The Sports Daily > Colts Authority
The Frustration With What Is

Getting beat by a goal in over time is always crushing.  There’s no two ways about it.  It doesn’t matter how it happened, how badly you played, or how much better your opponent was.  The reality is that you made it that far, you fought hard, and you didn’t give up.  Props to the US for that.  We didn’t fold and kept fighting through the whole game.  Ghana wasn’t head and shoulders above us.  They didn’t out class us on the field.  We had the better chances through out the majority of the game.  A couple of different bounces and we’re off to the quarter finals.  Unfortunately, that’s not what happened.

What happened was incredibly frustrating (in addition to being crushing).  You can only comeback from behind so many times.  The first time or two you do it is exciting; exhilarating even.  But when it happens again and again and again, it stops being exciting and starts being really frustrating.  This has been an all too common theme with the USMNT under Bob Bradley’s tenure.  Through out the qualification process, there were numerous times where we went down against a team that we shouldn’t have conceded to and had to fight our way back.  Often times we conceded very early in the first half.  First against El Salvador.  Then against Honduras.  Then against El Salvador, again.  The against Honduras, again.  Then against Costa Rica.  In the World Cup it was against England first, then against Slovenia, almost against Algeria, then against Ghana.  Its great that we can show a lot of heart and fight back from behind.  Why can’t we show a little bit of character and not go behind in the first place?  Ultimately, it shows that Bradley has a problem with getting the team prepared.

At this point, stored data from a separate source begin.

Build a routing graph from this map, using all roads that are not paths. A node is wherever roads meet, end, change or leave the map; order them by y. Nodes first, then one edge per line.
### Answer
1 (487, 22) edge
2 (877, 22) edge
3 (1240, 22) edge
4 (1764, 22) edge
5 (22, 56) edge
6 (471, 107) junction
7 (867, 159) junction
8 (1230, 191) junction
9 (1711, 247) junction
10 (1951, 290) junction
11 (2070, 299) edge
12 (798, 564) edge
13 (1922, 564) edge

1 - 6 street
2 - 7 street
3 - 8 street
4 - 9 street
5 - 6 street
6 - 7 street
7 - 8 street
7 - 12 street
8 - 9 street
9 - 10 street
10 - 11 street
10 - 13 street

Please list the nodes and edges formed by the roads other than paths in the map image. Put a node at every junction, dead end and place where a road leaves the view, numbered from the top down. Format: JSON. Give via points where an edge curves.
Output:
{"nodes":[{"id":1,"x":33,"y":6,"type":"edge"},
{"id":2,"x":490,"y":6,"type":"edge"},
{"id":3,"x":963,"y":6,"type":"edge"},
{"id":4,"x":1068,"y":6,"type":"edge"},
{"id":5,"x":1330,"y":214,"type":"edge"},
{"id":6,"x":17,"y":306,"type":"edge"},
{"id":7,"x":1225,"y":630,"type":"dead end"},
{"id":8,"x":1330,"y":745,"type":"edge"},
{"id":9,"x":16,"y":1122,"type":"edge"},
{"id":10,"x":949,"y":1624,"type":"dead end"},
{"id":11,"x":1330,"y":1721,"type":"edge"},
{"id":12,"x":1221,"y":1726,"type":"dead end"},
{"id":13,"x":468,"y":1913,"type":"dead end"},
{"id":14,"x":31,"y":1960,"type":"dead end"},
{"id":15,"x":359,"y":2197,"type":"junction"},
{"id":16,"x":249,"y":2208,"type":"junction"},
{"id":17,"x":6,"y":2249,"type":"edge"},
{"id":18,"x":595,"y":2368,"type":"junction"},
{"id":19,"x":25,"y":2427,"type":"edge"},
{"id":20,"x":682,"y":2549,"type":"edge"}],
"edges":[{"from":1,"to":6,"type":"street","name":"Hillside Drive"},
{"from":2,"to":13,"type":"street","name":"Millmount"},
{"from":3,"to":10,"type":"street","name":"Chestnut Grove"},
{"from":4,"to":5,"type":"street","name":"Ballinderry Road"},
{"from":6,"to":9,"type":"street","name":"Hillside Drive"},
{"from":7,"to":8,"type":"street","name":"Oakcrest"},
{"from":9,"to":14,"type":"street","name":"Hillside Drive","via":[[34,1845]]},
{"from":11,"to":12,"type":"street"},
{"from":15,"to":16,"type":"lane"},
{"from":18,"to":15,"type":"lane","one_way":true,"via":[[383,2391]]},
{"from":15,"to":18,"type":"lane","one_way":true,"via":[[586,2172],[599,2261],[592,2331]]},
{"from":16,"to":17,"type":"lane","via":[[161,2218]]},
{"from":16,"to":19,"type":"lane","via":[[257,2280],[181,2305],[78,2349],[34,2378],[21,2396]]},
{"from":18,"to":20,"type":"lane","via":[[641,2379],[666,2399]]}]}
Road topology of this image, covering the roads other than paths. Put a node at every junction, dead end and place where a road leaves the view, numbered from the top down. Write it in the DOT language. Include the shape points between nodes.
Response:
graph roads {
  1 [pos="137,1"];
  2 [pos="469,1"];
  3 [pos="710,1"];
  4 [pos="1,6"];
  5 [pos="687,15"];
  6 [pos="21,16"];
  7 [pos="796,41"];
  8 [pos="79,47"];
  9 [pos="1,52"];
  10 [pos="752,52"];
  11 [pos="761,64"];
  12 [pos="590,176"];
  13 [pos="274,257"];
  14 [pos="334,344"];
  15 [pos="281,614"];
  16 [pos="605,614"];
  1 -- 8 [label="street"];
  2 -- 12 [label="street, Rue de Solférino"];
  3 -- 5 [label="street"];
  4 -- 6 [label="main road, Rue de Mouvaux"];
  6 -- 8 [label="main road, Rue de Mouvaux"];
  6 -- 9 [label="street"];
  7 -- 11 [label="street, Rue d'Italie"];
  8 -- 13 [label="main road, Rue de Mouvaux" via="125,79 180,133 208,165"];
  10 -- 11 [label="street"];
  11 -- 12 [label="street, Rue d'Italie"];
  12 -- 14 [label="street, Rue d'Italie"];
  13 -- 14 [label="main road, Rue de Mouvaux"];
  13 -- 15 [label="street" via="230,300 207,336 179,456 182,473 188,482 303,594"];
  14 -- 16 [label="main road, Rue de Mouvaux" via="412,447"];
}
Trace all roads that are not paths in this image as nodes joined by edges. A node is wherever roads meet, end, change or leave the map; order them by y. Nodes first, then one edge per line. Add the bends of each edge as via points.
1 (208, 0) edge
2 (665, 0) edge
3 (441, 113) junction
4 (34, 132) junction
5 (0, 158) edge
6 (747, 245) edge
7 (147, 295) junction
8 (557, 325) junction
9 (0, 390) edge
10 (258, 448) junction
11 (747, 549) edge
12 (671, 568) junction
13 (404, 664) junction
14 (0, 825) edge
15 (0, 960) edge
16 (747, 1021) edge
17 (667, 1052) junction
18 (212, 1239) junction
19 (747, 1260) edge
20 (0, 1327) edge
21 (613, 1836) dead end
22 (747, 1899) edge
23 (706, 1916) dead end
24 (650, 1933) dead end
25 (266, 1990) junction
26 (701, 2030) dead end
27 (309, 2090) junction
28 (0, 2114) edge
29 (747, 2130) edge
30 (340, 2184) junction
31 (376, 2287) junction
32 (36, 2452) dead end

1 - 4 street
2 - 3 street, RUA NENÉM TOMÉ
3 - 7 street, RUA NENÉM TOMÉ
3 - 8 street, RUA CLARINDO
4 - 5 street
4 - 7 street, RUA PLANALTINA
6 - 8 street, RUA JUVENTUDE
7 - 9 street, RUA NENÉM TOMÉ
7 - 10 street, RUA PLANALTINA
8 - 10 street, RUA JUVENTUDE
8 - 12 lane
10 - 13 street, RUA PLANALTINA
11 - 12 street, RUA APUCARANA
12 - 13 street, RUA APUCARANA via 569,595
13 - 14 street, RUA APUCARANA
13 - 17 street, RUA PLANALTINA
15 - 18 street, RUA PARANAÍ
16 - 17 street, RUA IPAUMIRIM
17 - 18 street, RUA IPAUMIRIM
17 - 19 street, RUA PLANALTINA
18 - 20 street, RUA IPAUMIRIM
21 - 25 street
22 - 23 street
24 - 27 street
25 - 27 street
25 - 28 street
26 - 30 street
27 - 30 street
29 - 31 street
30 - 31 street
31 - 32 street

Sure, Clark’s give away in on the first goal was pretty atrocious.  He completely telegraphed his movement and paid the price.  After that, his head was so far out of the game that Bradley had to sub him or look even more foolish.  More foolish because he shouldn’t have had Clark in there in the first place.  Clark was at the center of the blame for Gerrard’s goal in the game against England.  His performances in the pre-Cup friendlies had been uninspiring and Bradley rightfully benched him against Slovenia and Algeria.  Who replaced Clark and looked by far the better player?  Well, there was a brief interlude where Torres rocked Turkey’s world after he replaced Clark at the half, but he pulled up short against Slovenia and was replaced.  Whenever he’s stepped on the pitch, whether as a sub or a starter, Maurice Edu has looked to be a better midfield option than Clark, by far.  Why start him at this point?

For the second game, Bradley made a half time substitution that paid big dividends.  When Feilhaber came on, we effectively shifted to a three man centeral midfield.  This negated Ghana’s three-to-two man advantage in the middle that had helped them so much in the first half.  There’s two ways to look at half time subs.  One is that the coach made a smart tactical move to change the face of the game and should be lauded.  The other is that the coach should have had things figured out tactically before the game even started and made a mistake which needed to be corrected.  Which view you take largely depends on how much of an unknown the other team’s line up is.  Ghana just played three games in the past two weeks.  Its not much of a secret that Ghana plays with three central midfielders.

Bradley has been incredibly loyal to his players since he became head coach.  With a decision like starting Clark today, I think that we can fairly say that he’s been too loyal in some cases.  It was obvious to everyone, including Bradley, that Clark didn’t have what was needed.  After Edu came on, it was obvious that he did.

The other place that we obviously suffered was because of our lack of depth.  Jonathan Bornstein played a decent game.  He didn’t cost us any goals.  He limited turnovers and he didn’t have any of boneheaded clearances.  He even made some good contributions to the attack.  That said, he was only on the field because of our injury/depth problems in our back line.  I think that it was legitimate to say that we started the same backline against Algeria because we needed the speed.  Against Ghana, not quite so much.  Onyewu was needed to be starting and would have been if not for the months off due to injury  With both Ghana goals coming down to our centerbacks trying to shut down a streaking Ghanain, its easy to see the difference that an in form Gooch could have made.  Robbie Findley is another example of our problems with depth.  He provided a ton of pace, but how much could we have used Charlie Davies?  We know that he has the same kind of speed and we also know that he’s a much better finisher.

Losing this way sucks.  Its not an issue of all the what ifs.  Its an issue of what is.  Yes, we can leave the World Cup with our heads held high.  The stated goal was to get to the knock-out round.  We did that and we made some pretty serious noise in the process.  However, we had better to bring than what we brought today (and in the game against Slovenia for that matter).  Our players certainly left everything on the field, but we couldn’t put our best players out there.  We didn’t put the best ones out there for the game that we were playing.  Injuries and coaching mistakes are inevitable, but when they get exposed so glaringly in a game with so much emotion riding on it the agony of defeat pretty quickly gives way to the burn of frustration.